Who would have thought ten years ago that Kathmandu would be under
siege? Who knows, ten years down the line, it might be Delhi that's
under siege. Things are certainly moving in that direction. Something
has to give. We cannot go on living this lie. And now that we've seen
how contemptuously the government has treated a non-violent movement
like the NBA, which of us can in good faith tell people how to fight
their battles? Because whatever their strategies, they're up against the
same behemoth. 

Chaudhuri: Kanu Sanyal, one of the founders of the Naxalbari uprising,
has distanced himself from much of the movement today saying that it has
become extortionist, without ideology, predatory on the very poor it
seeks to protect? 
I'm sure Mahatma Gandhi would say the same of the Congress Party today.
Every armed struggle will have its share of thugs and extortionists,
along for the ride only for personal gain. That cadre exists in the
North East, among the militants in Kashmir, and I'm sure among the
Maoists too. It also exists in the armed forces - every occupying army
has its share of looters and rapists. But the Maoists phenomenon has
arisen because people have had the doors of the liberal, democratic
institutions slammed in their faces. To dismiss them all as
extortionists and free-loaders is not just deeply apolitical, it's
extremely unjust. 

After all, the so-called non-violent world that claims to disagree with
the current government policies and has broken out in a rash of NGOs
peddling everything from peace to birth control also has its share of
freeloaders and racketeers. The highly paid 'development jet set' who
earns its living off poverty and conflict and misery. Many of them are
as counterproductive to the cause of justice as the free-loaders and
extortionists on the edge of armed struggles. 

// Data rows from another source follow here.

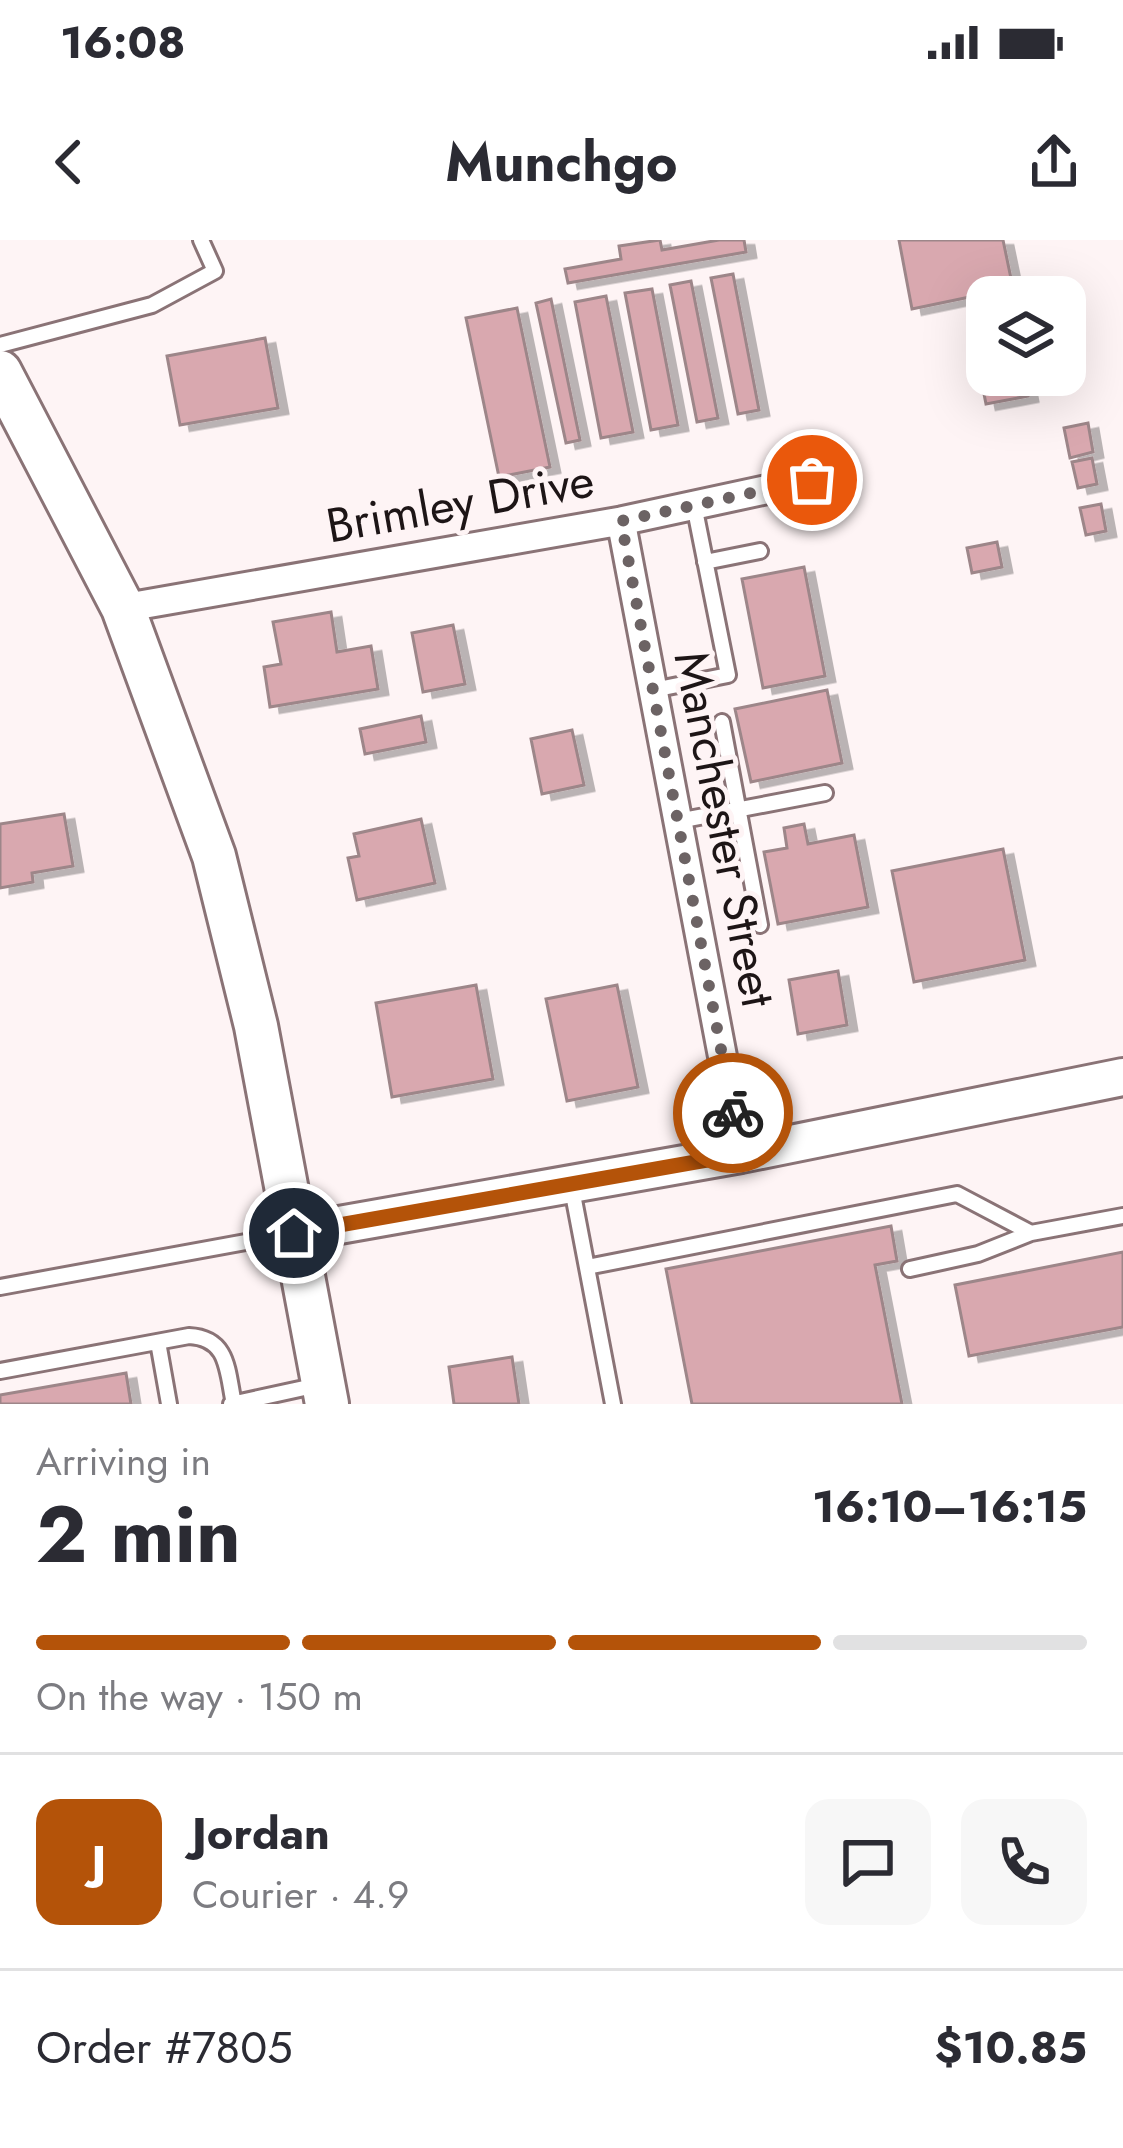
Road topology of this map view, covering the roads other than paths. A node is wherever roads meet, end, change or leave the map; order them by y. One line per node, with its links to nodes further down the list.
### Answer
1 (201, 240): 2 (lane)
2 (0, 345)
3 (0, 372): 9 (highway)
4 (812, 480): 5 (street, Brimley Drive)
5 (694, 506): 6 (street, Brimley Drive); 8 (lane)
6 (621, 521): 9 (street, Brimley Drive); 10 (street, Manchester Street)
7 (760, 551): 8 (lane)
8 (705, 562): 10 (lane)
9 (123, 608): 20 (highway)
10 (653, 690): 14 (street, Manchester Street)
11 (722, 722): 13 (lane)
12 (825, 793): 13 (lane)
13 (739, 810): 14 (lane); 15 (lane)
14 (678, 821): 17 (street, Manchester Street)
15 (760, 926)
16 (1123, 1077): 17 (main road)
17 (741, 1154): 18 (main road)
18 (571, 1184): 20 (main road); 22 (lane)
19 (1123, 1216): 21 (lane)
20 (294, 1233): 24 (lane); 27 (highway)
21 (1031, 1233): 22 (lane); 23 (lane)
22 (586, 1267): 30 (lane)
23 (910, 1269)
24 (0, 1287)
25 (158, 1342): 26 (lane); 28 (lane); 29 (lane)
26 (0, 1371)
27 (325, 1394): 29 (lane)
28 (169, 1404)
29 (232, 1404)
30 (613, 1404)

The real problem, as we've seen, is that whether a struggle is violent
or not, the government's reaction is instinctively repressive. The
military solution has not worked in Kashmir or Manipur or Nagaland. It
will not work in mainland India. It may not be that the masses will rise
in disciplined revolutionary fervour. It may be that we will become a
society convulsed with violence, political, criminal, and mercenary. But
the fact remains that the problem is social injustice, the solution is
social justice. Not bullets, not bulldozers, not prisons.